*TRY IT:* The answer must be an exact copy of the records, with every picture removed.

*LISTED ENTRIES:*
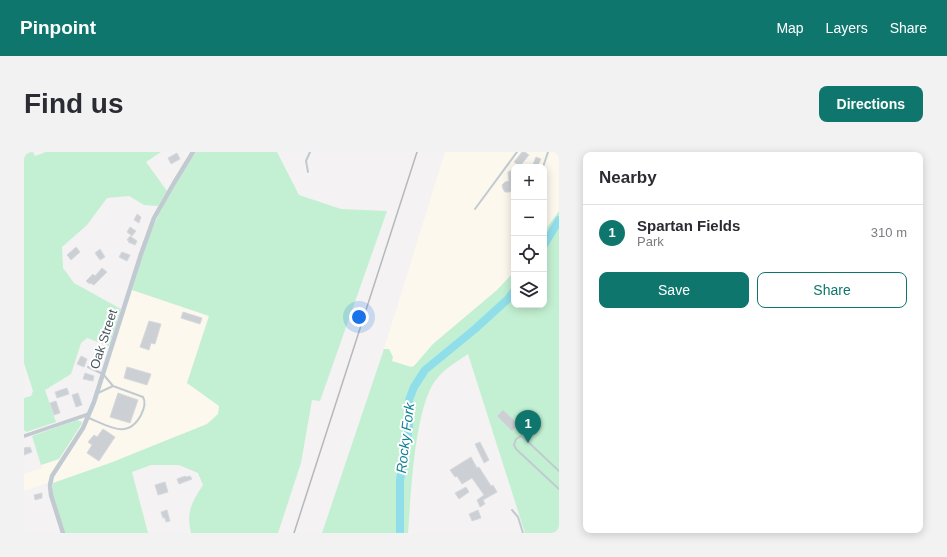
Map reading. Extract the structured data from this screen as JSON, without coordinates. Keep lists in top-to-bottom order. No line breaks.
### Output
{"streets":{"street":["Oak Street"]},"water":["Rocky Fork"],"page":{"header":"Pinpoint","nav":["Map","Layers","Share"],"buttons":["Directions",["Save","Share"]],"title":"Find us","heading":"Nearby","map_buttons":["+","−"],"list":[{"mark":"1","name":"Spartan Fields","note":"Park","value":"310 m"}],"pins":"1"}}
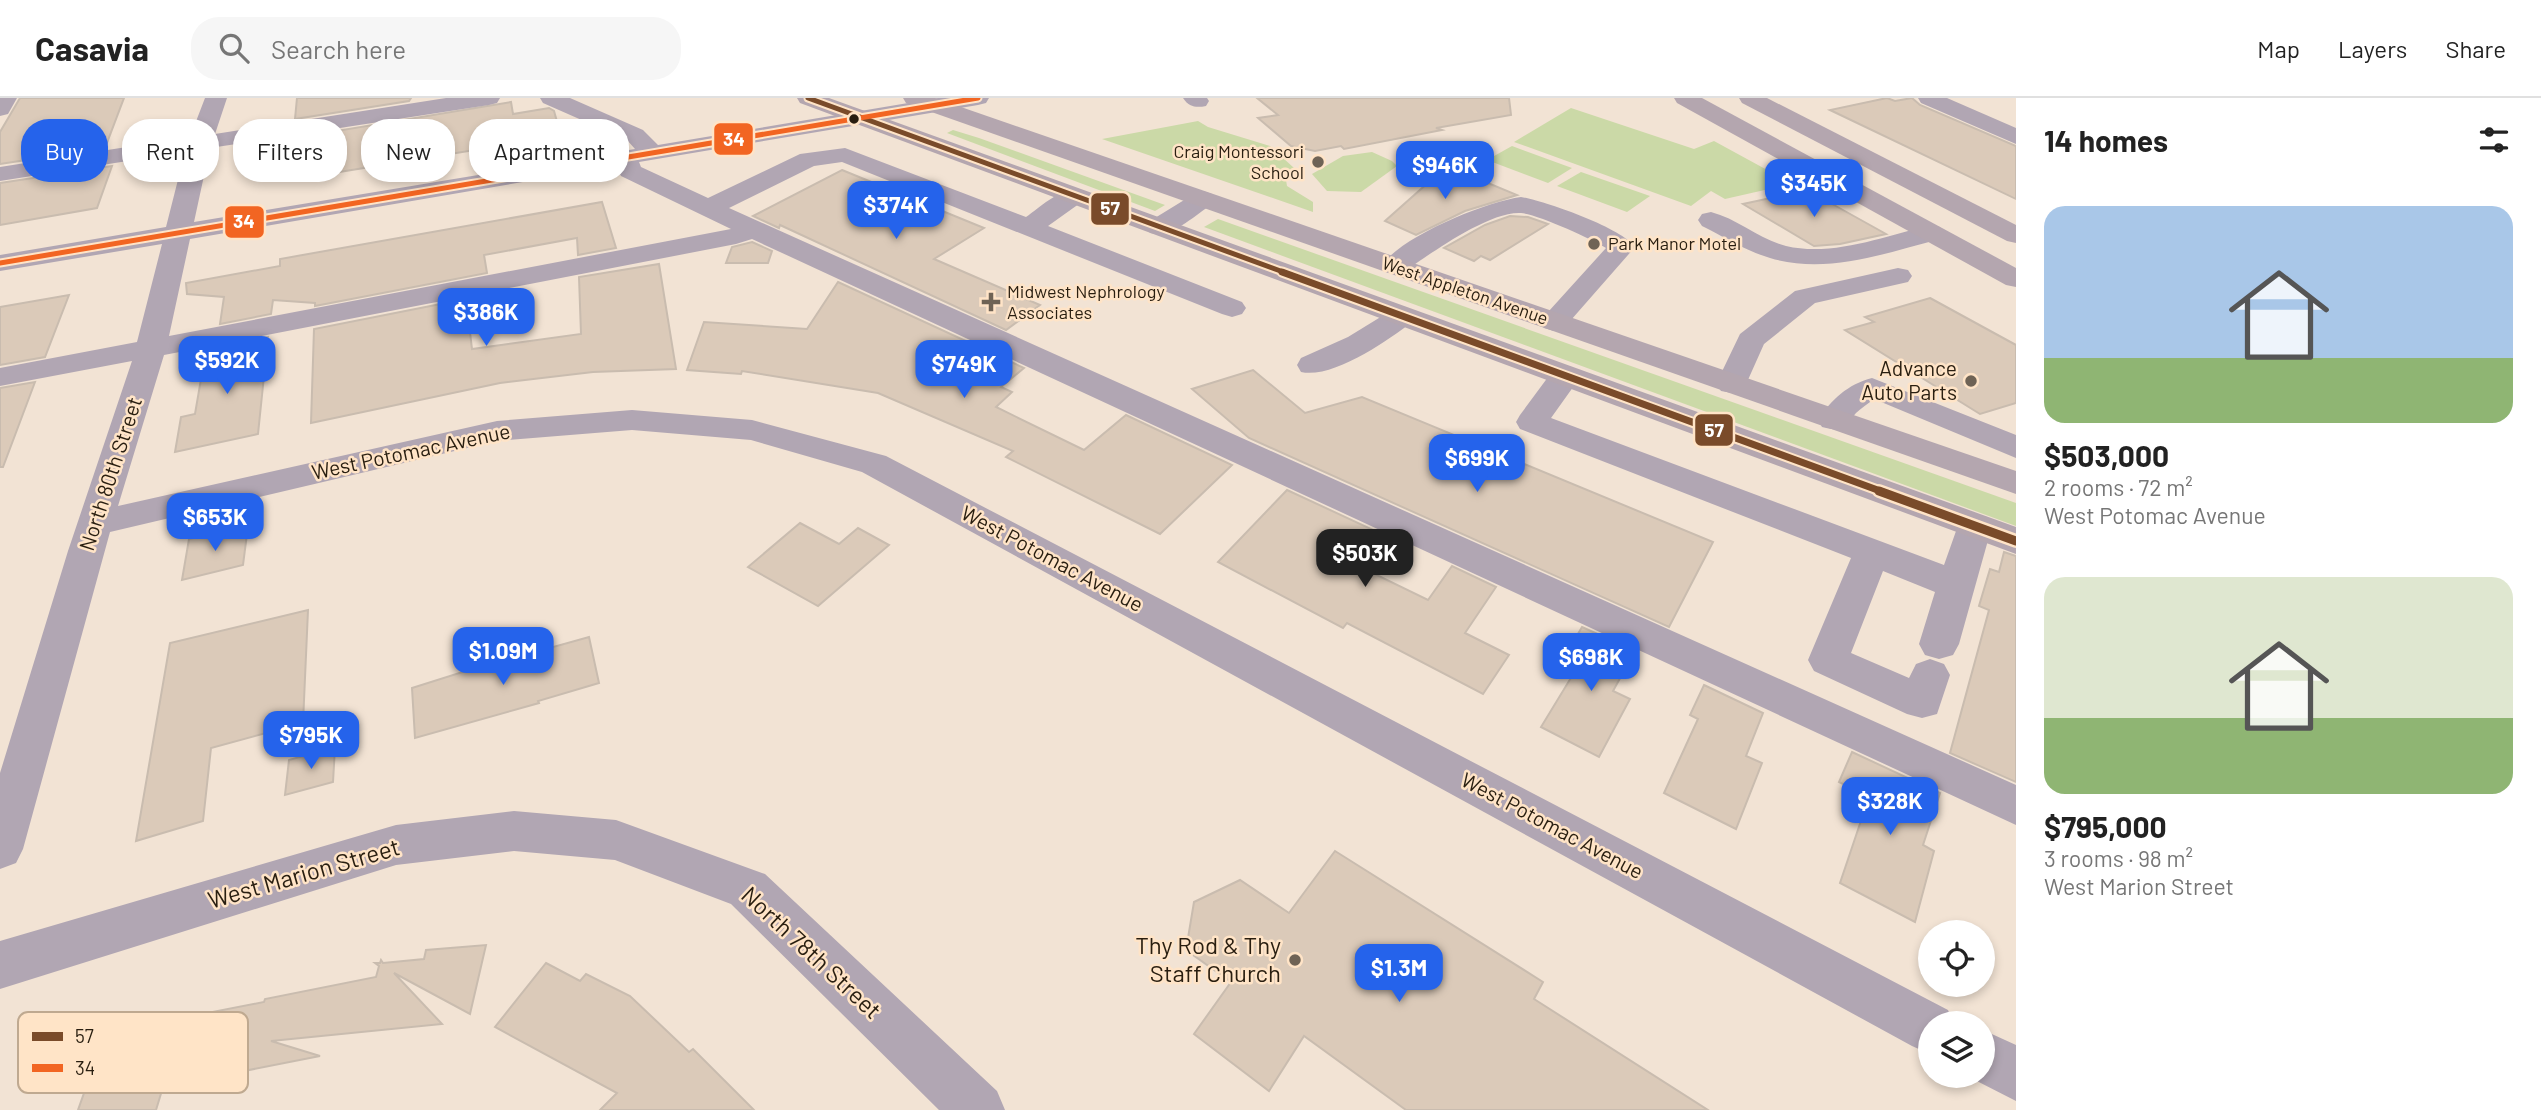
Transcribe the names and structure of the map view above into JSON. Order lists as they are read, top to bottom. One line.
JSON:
{"streets":{"main road":["West Appleton Avenue"],"street":["West Potomac Avenue","North 80th Street","West Marion Street","North 78th Street"]},"crossings":[["West Potomac Avenue","North 80th Street"],["West Marion Street","North 78th Street"]],"places":{"other":["Craig Montessori School","Park Manor Motel","Advance Auto Parts","Thy Rod & Thy Staff Church"],"health":["Midwest Nephrology Associates"]},"lines":["transit line 57","transit line 34"],"legend":["57","34"],"page":{"header":"Casavia","search":"Search here","nav":["Map","Layers","Share"],"heading":"14 homes","chip":["Buy","Rent","Filters","New","Apartment"],"price":["$946K","$345K","$374K","$386K","$592K","$749K","$699K","$653K","$503K","$1.09M","$698K","$795K","$328K","$1.3M"],"list":[{"name":"$503,000","note":"2 rooms · 72 m² · West Potomac Avenue"},{"name":"$795,000","note":"3 rooms · 98 m² · West Marion Street"}]}}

*RESPONSE:*
Map reading. Extract the structured data from this screen as JSON, without coordinates. Keep lists in top-to-bottom order. No line breaks.
### Output
{"streets":{"street":["Oak Street"]},"water":["Rocky Fork"],"page":{"header":"Pinpoint","nav":["Map","Layers","Share"],"buttons":["Directions",["Save","Share"]],"title":"Find us","heading":"Nearby","map_buttons":["+","−"],"list":[{"mark":"1","name":"Spartan Fields","note":"Park","value":"310 m"}],"pins":"1"}}
Transcribe the names and structure of the map view above into JSON. Order lists as they are read, top to bottom. One line.
JSON:
{"streets":{"main road":["West Appleton Avenue"],"street":["West Potomac Avenue","North 80th Street","West Marion Street","North 78th Street"]},"crossings":[["West Potomac Avenue","North 80th Street"],["West Marion Street","North 78th Street"]],"places":{"other":["Craig Montessori School","Park Manor Motel","Advance Auto Parts","Thy Rod & Thy Staff Church"],"health":["Midwest Nephrology Associates"]},"lines":["transit line 57","transit line 34"],"legend":["57","34"],"page":{"header":"Casavia","search":"Search here","nav":["Map","Layers","Share"],"heading":"14 homes","chip":["Buy","Rent","Filters","New","Apartment"],"price":["$946K","$345K","$374K","$386K","$592K","$749K","$699K","$653K","$503K","$1.09M","$698K","$795K","$328K","$1.3M"],"list":[{"name":"$503,000","note":"2 rooms · 72 m² · West Potomac Avenue"},{"name":"$795,000","note":"3 rooms · 98 m² · West Marion Street"}]}}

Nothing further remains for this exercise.